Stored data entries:
————————
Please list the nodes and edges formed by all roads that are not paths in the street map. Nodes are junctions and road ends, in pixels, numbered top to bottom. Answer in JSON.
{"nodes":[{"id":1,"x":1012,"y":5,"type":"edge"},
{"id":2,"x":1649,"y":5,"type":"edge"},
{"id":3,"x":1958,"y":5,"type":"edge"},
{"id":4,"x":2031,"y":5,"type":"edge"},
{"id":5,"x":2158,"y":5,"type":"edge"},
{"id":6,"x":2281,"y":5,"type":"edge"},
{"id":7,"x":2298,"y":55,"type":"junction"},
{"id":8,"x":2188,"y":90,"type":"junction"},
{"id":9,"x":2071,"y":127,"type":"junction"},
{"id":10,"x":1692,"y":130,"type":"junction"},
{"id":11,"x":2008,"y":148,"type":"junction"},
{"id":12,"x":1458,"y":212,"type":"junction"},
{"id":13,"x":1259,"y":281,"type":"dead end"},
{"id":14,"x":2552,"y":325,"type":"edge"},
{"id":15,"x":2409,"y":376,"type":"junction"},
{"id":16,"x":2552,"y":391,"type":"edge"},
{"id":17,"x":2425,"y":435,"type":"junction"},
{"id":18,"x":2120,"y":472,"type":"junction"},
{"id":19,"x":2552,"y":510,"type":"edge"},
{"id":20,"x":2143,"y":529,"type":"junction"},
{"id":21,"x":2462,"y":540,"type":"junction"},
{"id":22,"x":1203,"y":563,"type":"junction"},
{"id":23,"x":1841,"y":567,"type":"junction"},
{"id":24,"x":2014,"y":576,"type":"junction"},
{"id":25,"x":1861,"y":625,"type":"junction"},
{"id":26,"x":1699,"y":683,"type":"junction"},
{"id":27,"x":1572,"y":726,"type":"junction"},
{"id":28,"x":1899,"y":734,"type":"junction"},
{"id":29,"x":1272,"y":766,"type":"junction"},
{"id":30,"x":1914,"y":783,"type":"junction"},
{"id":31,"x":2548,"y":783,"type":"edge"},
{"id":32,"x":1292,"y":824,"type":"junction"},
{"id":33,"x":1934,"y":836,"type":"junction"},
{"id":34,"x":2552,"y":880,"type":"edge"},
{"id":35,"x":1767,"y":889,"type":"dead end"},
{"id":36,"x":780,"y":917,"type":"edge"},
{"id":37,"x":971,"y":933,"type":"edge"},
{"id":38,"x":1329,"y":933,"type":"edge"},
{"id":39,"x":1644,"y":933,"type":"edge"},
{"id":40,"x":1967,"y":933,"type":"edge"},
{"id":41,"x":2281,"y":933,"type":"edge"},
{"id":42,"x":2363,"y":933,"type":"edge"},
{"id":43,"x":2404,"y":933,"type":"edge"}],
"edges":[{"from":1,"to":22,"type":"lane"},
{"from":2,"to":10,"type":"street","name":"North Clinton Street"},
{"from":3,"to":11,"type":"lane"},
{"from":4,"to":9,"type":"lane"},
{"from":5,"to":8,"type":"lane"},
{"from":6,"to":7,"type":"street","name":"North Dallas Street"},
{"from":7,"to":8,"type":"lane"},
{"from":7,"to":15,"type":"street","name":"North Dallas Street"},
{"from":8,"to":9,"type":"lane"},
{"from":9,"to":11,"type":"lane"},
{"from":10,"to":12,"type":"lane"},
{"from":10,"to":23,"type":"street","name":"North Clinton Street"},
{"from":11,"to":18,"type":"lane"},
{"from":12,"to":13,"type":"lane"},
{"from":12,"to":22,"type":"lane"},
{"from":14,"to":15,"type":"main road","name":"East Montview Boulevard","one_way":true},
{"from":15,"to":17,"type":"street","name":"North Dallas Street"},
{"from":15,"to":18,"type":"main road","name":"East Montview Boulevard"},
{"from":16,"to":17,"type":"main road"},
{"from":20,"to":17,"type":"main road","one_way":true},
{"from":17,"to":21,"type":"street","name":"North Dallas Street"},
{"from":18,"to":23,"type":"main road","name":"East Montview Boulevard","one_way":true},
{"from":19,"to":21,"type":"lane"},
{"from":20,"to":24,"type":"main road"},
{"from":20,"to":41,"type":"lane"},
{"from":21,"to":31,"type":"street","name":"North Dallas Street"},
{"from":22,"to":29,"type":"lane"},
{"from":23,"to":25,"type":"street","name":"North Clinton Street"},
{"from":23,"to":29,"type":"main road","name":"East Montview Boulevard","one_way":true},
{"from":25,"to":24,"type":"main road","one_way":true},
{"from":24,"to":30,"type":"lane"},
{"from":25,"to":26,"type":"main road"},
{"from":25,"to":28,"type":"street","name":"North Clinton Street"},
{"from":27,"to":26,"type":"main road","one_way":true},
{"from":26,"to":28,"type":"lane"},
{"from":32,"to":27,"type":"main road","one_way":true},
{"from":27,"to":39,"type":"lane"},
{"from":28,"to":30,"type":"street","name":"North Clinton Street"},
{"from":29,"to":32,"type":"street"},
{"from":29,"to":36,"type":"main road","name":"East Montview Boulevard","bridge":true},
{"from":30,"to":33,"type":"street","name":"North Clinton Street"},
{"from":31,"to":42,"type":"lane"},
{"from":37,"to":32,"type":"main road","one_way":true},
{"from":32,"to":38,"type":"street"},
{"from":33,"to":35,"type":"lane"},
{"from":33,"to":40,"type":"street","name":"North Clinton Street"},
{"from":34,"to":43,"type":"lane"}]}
————————
▸ **ACTIVITY**: A complete, exact copy of the entries is required.

▸ **ANSWER FOR THIS EXERCISE**:
Please list the nodes and edges formed by all roads that are not paths in the street map. Nodes are junctions and road ends, in pixels, numbered top to bottom. Answer in JSON.
{"nodes":[{"id":1,"x":1012,"y":5,"type":"edge"},
{"id":2,"x":1649,"y":5,"type":"edge"},
{"id":3,"x":1958,"y":5,"type":"edge"},
{"id":4,"x":2031,"y":5,"type":"edge"},
{"id":5,"x":2158,"y":5,"type":"edge"},
{"id":6,"x":2281,"y":5,"type":"edge"},
{"id":7,"x":2298,"y":55,"type":"junction"},
{"id":8,"x":2188,"y":90,"type":"junction"},
{"id":9,"x":2071,"y":127,"type":"junction"},
{"id":10,"x":1692,"y":130,"type":"junction"},
{"id":11,"x":2008,"y":148,"type":"junction"},
{"id":12,"x":1458,"y":212,"type":"junction"},
{"id":13,"x":1259,"y":281,"type":"dead end"},
{"id":14,"x":2552,"y":325,"type":"edge"},
{"id":15,"x":2409,"y":376,"type":"junction"},
{"id":16,"x":2552,"y":391,"type":"edge"},
{"id":17,"x":2425,"y":435,"type":"junction"},
{"id":18,"x":2120,"y":472,"type":"junction"},
{"id":19,"x":2552,"y":510,"type":"edge"},
{"id":20,"x":2143,"y":529,"type":"junction"},
{"id":21,"x":2462,"y":540,"type":"junction"},
{"id":22,"x":1203,"y":563,"type":"junction"},
{"id":23,"x":1841,"y":567,"type":"junction"},
{"id":24,"x":2014,"y":576,"type":"junction"},
{"id":25,"x":1861,"y":625,"type":"junction"},
{"id":26,"x":1699,"y":683,"type":"junction"},
{"id":27,"x":1572,"y":726,"type":"junction"},
{"id":28,"x":1899,"y":734,"type":"junction"},
{"id":29,"x":1272,"y":766,"type":"junction"},
{"id":30,"x":1914,"y":783,"type":"junction"},
{"id":31,"x":2548,"y":783,"type":"edge"},
{"id":32,"x":1292,"y":824,"type":"junction"},
{"id":33,"x":1934,"y":836,"type":"junction"},
{"id":34,"x":2552,"y":880,"type":"edge"},
{"id":35,"x":1767,"y":889,"type":"dead end"},
{"id":36,"x":780,"y":917,"type":"edge"},
{"id":37,"x":971,"y":933,"type":"edge"},
{"id":38,"x":1329,"y":933,"type":"edge"},
{"id":39,"x":1644,"y":933,"type":"edge"},
{"id":40,"x":1967,"y":933,"type":"edge"},
{"id":41,"x":2281,"y":933,"type":"edge"},
{"id":42,"x":2363,"y":933,"type":"edge"},
{"id":43,"x":2404,"y":933,"type":"edge"}],
"edges":[{"from":1,"to":22,"type":"lane"},
{"from":2,"to":10,"type":"street","name":"North Clinton Street"},
{"from":3,"to":11,"type":"lane"},
{"from":4,"to":9,"type":"lane"},
{"from":5,"to":8,"type":"lane"},
{"from":6,"to":7,"type":"street","name":"North Dallas Street"},
{"from":7,"to":8,"type":"lane"},
{"from":7,"to":15,"type":"street","name":"North Dallas Street"},
{"from":8,"to":9,"type":"lane"},
{"from":9,"to":11,"type":"lane"},
{"from":10,"to":12,"type":"lane"},
{"from":10,"to":23,"type":"street","name":"North Clinton Street"},
{"from":11,"to":18,"type":"lane"},
{"from":12,"to":13,"type":"lane"},
{"from":12,"to":22,"type":"lane"},
{"from":14,"to":15,"type":"main road","name":"East Montview Boulevard","one_way":true},
{"from":15,"to":17,"type":"street","name":"North Dallas Street"},
{"from":15,"to":18,"type":"main road","name":"East Montview Boulevard"},
{"from":16,"to":17,"type":"main road"},
{"from":20,"to":17,"type":"main road","one_way":true},
{"from":17,"to":21,"type":"street","name":"North Dallas Street"},
{"from":18,"to":23,"type":"main road","name":"East Montview Boulevard","one_way":true},
{"from":19,"to":21,"type":"lane"},
{"from":20,"to":24,"type":"main road"},
{"from":20,"to":41,"type":"lane"},
{"from":21,"to":31,"type":"street","name":"North Dallas Street"},
{"from":22,"to":29,"type":"lane"},
{"from":23,"to":25,"type":"street","name":"North Clinton Street"},
{"from":23,"to":29,"type":"main road","name":"East Montview Boulevard","one_way":true},
{"from":25,"to":24,"type":"main road","one_way":true},
{"from":24,"to":30,"type":"lane"},
{"from":25,"to":26,"type":"main road"},
{"from":25,"to":28,"type":"street","name":"North Clinton Street"},
{"from":27,"to":26,"type":"main road","one_way":true},
{"from":26,"to":28,"type":"lane"},
{"from":32,"to":27,"type":"main road","one_way":true},
{"from":27,"to":39,"type":"lane"},
{"from":28,"to":30,"type":"street","name":"North Clinton Street"},
{"from":29,"to":32,"type":"street"},
{"from":29,"to":36,"type":"main road","name":"East Montview Boulevard","bridge":true},
{"from":30,"to":33,"type":"street","name":"North Clinton Street"},
{"from":31,"to":42,"type":"lane"},
{"from":37,"to":32,"type":"main road","one_way":true},
{"from":32,"to":38,"type":"street"},
{"from":33,"to":35,"type":"lane"},
{"from":33,"to":40,"type":"street","name":"North Clinton Street"},
{"from":34,"to":43,"type":"lane"}]}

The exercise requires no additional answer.